Binning process over data streams to compute optimal binning of variables with respect to a binary target.

Parameters

variable_names (array-like) – List of variable names.
max_n_prebins (int (default=20)) – The maximum number of bins after pre-binning (prebins).
min_n_bins (int or None, optional (default=None)) – The minimum number of bins. If None, then min_n_bins is a value in [0, max_n_prebins].
max_n_bins (int or None, optional (default=None)) – The maximum number of bins. If None, then max_n_bins is a value in [0, max_n_prebins].
min_bin_size (float or None, optional (default=None)) – The fraction of minimum number of records for each bin. If None, min_bin_size = min_prebin_size.
max_bin_size (float or None, optional (default=None)) – The fraction of maximum number of records for each bin. If None, max_bin_size = 1.0.
max_pvalue (float or None, optional (default=None)) – The maximum p-value among bins.
max_pvalue_policy (str, optional (default="consecutive")) – The method to determine bins not satisfying the p-value constraint. Supported methods are “consecutive” to compare consecutive bins and “all” to compare all bins.
selection_criteria (dict or None (default=None)) – Variable selection criteria. See notes.
special_codes (array-like or None, optional (default=None)) – List of special codes. Use special codes to specify the data values that must be treated separately.
split_digits (int or None, optional (default=None)) – The significant digits of the split points. If split_digits is set to 0, the split points are integers. If None, then all significant digits in the split points are considered.
categorical_variables (array-like or None, optional (default=None)) – List of variables numerical variables to be considered categorical. These are nominal variables. Not applicable when target type is multiclass.
binning_fit_params (dict or None, optional (default=None)) – Dictionary with optimal binning fitting options for specific variables. Example: {"variable_1": {"max_n_bins": 4}}.
binning_transform_params (dict or None, optional (default=None)) – Dictionary with optimal binning transform options for specific variables. Example {"variable_1": {"metric": "event_rate"}}.
verbose (bool (default=False)) – Enable verbose output.

Notes

Parameter selection_criteria allows to specify criteria for variable selection. The input is a dictionary as follows

selection_criteria = {
    "metric_1":
        {
            "min": 0, "max": 1, "strategy": "highest", "top": 0.25
        },
    "metric_2":
        {
            "min": 0.02
        }
}

where several metrics can be combined. For example, above dictionary indicates that top 25% variables with “metric_1” in [0, 1] and “metric_2” greater or equal than 0.02 are selected. Supported key values are:

keys min and max support numerical values.
key strategy supports options “highest” and “lowest”.
key top supports an integer or decimal (percentage).

Warning

If the binning process instance is going to be saved, do not pass the option "solver": "mip" via the binning_fit_params parameter.

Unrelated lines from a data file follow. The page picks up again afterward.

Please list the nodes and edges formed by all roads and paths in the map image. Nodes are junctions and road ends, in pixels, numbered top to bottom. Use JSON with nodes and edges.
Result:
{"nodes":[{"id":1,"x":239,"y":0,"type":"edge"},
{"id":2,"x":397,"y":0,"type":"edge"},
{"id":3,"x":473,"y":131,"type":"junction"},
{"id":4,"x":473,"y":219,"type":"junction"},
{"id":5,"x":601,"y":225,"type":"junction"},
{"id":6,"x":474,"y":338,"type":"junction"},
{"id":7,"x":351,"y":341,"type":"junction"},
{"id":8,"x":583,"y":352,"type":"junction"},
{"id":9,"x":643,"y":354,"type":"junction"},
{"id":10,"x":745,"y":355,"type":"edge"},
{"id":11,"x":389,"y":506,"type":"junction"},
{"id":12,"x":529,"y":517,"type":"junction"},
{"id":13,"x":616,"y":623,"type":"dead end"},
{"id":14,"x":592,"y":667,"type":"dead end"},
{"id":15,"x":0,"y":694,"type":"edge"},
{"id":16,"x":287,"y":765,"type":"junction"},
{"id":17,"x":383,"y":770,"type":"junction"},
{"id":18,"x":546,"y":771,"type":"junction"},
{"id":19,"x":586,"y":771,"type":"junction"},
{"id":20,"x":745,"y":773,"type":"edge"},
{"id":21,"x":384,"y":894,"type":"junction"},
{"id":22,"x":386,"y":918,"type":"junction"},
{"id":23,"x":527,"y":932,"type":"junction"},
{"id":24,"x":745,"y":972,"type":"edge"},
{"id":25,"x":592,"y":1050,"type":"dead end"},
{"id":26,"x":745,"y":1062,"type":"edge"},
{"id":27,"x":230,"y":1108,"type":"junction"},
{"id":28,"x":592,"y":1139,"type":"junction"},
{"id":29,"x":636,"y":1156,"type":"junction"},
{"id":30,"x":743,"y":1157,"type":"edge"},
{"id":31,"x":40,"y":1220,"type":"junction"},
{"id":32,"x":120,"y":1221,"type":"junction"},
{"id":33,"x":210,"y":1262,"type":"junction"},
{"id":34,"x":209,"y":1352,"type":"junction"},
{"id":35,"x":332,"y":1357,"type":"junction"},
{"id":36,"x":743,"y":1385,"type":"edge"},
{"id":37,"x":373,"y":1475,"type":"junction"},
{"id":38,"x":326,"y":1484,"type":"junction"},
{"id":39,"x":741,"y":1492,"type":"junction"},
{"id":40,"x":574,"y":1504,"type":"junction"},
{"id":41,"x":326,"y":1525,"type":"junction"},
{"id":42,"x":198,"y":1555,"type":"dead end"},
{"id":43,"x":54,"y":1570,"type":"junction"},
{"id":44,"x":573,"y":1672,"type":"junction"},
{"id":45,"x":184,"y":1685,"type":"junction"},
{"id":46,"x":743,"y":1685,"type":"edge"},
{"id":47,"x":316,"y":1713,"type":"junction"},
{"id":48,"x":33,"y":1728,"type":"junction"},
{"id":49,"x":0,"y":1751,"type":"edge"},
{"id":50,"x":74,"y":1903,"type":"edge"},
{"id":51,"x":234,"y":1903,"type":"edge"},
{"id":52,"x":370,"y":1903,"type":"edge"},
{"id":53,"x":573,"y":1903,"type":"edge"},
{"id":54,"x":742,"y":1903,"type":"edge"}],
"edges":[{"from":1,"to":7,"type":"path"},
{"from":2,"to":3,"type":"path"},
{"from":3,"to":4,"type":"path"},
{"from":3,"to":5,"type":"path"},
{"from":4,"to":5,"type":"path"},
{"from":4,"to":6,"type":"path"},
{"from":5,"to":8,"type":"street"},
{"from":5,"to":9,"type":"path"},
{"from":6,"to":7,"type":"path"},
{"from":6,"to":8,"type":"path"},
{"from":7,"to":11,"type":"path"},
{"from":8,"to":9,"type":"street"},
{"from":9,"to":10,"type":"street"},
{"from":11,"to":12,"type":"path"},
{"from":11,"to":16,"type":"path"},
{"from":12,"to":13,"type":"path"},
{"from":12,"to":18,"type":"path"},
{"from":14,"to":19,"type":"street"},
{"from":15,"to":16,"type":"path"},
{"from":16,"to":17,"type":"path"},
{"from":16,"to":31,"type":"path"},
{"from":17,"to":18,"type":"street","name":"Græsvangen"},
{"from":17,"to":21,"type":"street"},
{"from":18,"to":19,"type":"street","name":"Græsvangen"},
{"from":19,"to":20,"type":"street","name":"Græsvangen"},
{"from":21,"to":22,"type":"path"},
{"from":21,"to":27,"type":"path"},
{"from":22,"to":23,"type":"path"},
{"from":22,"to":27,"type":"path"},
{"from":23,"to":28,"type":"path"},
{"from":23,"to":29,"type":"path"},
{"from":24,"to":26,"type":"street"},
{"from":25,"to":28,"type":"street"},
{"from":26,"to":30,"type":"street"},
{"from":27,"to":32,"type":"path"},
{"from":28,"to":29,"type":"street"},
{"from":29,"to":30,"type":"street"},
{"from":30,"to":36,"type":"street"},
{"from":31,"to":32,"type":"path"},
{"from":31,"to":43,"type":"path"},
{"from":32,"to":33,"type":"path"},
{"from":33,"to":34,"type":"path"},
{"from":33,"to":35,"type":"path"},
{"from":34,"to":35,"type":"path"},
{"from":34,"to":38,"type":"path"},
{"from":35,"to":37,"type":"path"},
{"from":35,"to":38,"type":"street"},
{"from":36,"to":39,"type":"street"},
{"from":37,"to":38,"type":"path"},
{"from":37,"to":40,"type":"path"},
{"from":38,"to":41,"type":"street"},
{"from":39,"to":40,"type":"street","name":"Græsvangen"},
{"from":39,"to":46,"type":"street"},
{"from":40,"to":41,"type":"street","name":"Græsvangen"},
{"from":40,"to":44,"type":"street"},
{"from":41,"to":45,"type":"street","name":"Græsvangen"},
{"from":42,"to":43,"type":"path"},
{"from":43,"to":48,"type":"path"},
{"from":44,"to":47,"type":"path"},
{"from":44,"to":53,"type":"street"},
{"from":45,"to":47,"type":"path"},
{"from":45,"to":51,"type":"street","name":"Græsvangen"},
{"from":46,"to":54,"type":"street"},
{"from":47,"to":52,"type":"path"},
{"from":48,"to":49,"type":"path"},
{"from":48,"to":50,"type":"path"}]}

add(X, y, check_input=False)¶

Add new data X, y to the binning sketch of each variable.

Parameters

X (pandas.DataFrame, shape (n_samples, n_features)) –
y (array-like of shape (n_samples,)) – Target vector relative to x.
check_input (bool (default=False)) – Whether to check input arrays.

Returns

self – Binning process with new data.

Return type

BinningProcessSketch

get_binned_variable(name)¶

Return optimal binning sketch object for a given variable name.

Parameters: name (string) – The variable name.

get_params(deep=True)¶

Get parameters for this estimator.

Parameters: deep (bool, default=True) – If True, will return the parameters for this estimator and contained subobjects that are estimators.
Returns: params – Parameter names mapped to their values.
Return type: dict

get_support(indices=False, names=False)¶

Get a mask, or integer index, or names of the variables selected.

Parameters

indices (boolean (default=False)) – If True, the return value will be an array of integers, rather than a boolean mask.
names (boolean (default=False)) – If True, the return value will be an array of strings, rather than a boolean mask.

Returns

support – An index that selects the retained features from a feature vector. If indices is False, this is a boolean array of shape [# input features], in which an element is True iff its corresponding feature is selected for retention. If indices is True, this is an integer array of shape [# output features] whose values are indices into the input feature vector. If names is True, this is an string array of sahpe [# output features], whose values are names of the selected features.

Return type

array

information(print_level=1)¶

Print overview information about the options settings and statistics.

Parameters: print_level (int (default=1)) – Level of details.

classmethod load(path)¶

Load binning process from pickle file.

Parameters: path (str) – Pickle file path.

Example

>>> from optbinning import BinningProcess
>>> binning_process = BinningProcess.load("my_binning_process.pkl")

merge(bpsketch)¶

Merge current instance with another BinningProcessSketch instance.

Parameters: bpsketch (object) – BinningProcessSketch instance.

mergeable(bpsketch)¶

Check whether two BinningProcessSketch instances can be merged.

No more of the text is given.